Dismissioni Vodafone, Colao: "Decido io, non gli azionisti"

STRATEGIE

Il numero uno dell'operatore lancia dalle pagine del Financial Times una stoccata agli stakeholder che vogliono la cessione di Verizon: "Nessuno può costringermi a vendere”

di Patrizia Licata
Chi decide delle dismissioni strategiche in Vodafone non sono gli azionisti, ma il cda, o meglio ancora il Ceo. A mettere i puntini sulle i è proprio Vittorio Colao, dopo le recenti notizie sulla riorganizzazione di Vodafone che aprirebbe l’azienda a una nuova fase di cessioni delle partecipazioni di minoranza con l’obiettivo di concentrarsi su business più strategici ma anche di andare incontro alle richieste degli azionisti. Il Ceo del gruppo telefonico britannico sottolinea oggi in un’intervista sul Financial Times che non accetterà alcuna pressione a vendere per compiacere gli stakeholder.

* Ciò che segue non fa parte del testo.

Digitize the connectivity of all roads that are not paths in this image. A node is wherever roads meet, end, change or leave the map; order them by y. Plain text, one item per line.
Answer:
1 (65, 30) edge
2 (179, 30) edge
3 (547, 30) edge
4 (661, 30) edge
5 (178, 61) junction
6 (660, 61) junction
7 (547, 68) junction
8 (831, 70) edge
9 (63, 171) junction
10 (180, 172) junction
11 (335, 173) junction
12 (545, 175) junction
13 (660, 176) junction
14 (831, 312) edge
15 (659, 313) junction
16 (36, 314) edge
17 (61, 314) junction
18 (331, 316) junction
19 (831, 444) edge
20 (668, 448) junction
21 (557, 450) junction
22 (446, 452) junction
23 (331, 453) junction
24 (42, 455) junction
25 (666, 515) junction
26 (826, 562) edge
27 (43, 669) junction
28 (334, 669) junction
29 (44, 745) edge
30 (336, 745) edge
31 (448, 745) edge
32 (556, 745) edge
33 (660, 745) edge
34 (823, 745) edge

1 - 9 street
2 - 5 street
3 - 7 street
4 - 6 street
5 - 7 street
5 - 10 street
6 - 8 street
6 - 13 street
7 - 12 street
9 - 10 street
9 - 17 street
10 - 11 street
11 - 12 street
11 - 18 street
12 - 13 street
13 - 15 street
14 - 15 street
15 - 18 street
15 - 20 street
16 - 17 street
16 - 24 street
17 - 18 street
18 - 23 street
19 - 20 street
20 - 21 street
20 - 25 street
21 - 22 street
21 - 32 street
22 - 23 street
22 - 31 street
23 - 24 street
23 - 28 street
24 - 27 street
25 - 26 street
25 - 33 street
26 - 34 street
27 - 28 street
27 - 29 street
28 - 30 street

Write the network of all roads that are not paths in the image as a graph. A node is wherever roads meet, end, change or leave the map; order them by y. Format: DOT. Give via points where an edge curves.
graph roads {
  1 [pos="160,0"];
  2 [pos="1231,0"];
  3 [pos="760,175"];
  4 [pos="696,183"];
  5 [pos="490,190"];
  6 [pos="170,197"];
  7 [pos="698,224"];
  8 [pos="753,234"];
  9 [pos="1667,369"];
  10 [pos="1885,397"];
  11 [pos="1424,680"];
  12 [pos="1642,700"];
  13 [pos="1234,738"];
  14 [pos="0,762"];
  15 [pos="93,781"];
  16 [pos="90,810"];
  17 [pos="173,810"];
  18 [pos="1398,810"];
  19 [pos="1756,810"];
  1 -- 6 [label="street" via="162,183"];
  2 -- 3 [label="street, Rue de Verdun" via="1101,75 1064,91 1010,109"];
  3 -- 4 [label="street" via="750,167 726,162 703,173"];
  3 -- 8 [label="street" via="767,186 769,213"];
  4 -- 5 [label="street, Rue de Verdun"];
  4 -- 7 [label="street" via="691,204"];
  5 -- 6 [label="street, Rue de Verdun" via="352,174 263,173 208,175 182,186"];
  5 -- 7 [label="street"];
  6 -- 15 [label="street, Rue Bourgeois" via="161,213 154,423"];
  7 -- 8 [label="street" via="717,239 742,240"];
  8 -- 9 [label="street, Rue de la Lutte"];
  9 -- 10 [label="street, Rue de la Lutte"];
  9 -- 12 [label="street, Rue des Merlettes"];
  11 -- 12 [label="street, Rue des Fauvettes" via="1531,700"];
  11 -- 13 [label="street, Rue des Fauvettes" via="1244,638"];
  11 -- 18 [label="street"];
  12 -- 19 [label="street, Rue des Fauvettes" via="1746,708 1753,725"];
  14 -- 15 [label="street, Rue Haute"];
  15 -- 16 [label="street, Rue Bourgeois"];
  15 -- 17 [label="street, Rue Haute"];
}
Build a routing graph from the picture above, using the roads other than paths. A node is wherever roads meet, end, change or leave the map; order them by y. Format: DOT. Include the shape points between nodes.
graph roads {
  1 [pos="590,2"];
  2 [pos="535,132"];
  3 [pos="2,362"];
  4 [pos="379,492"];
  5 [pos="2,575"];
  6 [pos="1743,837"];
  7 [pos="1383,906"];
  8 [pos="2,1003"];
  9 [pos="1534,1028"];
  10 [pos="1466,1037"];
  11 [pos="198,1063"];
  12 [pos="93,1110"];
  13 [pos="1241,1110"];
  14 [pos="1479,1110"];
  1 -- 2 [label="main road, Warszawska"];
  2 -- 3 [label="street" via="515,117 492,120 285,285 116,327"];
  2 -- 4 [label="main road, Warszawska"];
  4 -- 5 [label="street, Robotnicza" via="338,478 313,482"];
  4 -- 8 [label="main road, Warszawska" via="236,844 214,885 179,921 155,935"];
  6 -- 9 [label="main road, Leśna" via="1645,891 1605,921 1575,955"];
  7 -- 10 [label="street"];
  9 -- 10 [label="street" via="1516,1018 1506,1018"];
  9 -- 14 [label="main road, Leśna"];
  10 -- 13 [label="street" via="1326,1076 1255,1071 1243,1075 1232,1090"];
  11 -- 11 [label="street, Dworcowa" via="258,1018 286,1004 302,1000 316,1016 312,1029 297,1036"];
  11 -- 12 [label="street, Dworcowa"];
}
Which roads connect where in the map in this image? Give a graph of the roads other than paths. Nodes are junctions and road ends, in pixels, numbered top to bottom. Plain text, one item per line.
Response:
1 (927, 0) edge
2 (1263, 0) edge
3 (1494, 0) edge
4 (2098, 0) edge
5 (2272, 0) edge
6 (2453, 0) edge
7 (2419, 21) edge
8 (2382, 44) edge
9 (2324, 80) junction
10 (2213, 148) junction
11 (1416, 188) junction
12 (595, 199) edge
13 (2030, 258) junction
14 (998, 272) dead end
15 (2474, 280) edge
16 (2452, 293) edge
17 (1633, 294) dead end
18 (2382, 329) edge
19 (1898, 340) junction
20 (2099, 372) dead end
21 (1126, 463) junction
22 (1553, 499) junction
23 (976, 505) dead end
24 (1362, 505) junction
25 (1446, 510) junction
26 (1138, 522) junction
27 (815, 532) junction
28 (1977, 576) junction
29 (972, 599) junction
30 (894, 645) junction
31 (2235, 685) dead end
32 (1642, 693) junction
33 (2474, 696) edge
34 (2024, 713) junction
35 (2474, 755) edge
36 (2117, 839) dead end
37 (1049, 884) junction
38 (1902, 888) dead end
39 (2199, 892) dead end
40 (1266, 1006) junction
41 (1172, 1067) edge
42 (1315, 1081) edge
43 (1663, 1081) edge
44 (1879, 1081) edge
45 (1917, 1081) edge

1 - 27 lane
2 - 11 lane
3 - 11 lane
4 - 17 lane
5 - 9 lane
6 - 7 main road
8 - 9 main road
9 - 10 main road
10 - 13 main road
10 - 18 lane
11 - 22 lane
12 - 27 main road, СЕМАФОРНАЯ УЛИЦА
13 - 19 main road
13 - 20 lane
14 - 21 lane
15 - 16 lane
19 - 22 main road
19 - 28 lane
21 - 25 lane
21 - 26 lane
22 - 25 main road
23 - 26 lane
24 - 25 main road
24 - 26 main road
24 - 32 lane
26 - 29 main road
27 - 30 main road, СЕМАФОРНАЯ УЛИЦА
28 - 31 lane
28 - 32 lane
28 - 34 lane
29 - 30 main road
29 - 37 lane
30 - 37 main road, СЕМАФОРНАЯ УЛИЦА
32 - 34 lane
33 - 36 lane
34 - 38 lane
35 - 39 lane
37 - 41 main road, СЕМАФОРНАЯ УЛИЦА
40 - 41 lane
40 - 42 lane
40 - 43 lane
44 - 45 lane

Colao è senz’altro intenzionato a rafforzare il focus delle attività di Vodafone su Europa, Africa sub-sahariana e India, e quindi a vendere, se possibile, le quote di minoranza, tra cui la contestata partnership americana Verizon Wireless, e forse anche una joint venture in Austrialia, nota il Ft. Ma non accetta alcuna pressione: “Il messaggio agli investitori è che Vodafone non sarà, o almeno Vittorio Colao non sarà, un forced seller: nessuno può costringermi a vendere”, ribadisce il Ceo.

La stessa cessione del 3,2% di China Mobile per 4,3 miliardi di sterline (un prezzo quasi doppio rispetto a quello pagato originariamente da Vodafone) non è stata fatta, chiarisce Colao, in risposta alle pressioni degli investitori: la decisione è stata presa prima della riunione del cda di luglio ed era stata autorizzata in linea di principio fin dall’anno scorso, aggiunge Colao.

Alcuni investitori di Vodafone ammettono che la situazione con Verizon Wireless richiede tempo per essere risolta, ma sperano che il gruppo britannico riesca almeno a vendere al più presto la partecipazione nell’operatore francese Sfr. La risposta di Colao è chiara: nessuno può mettergli fretta.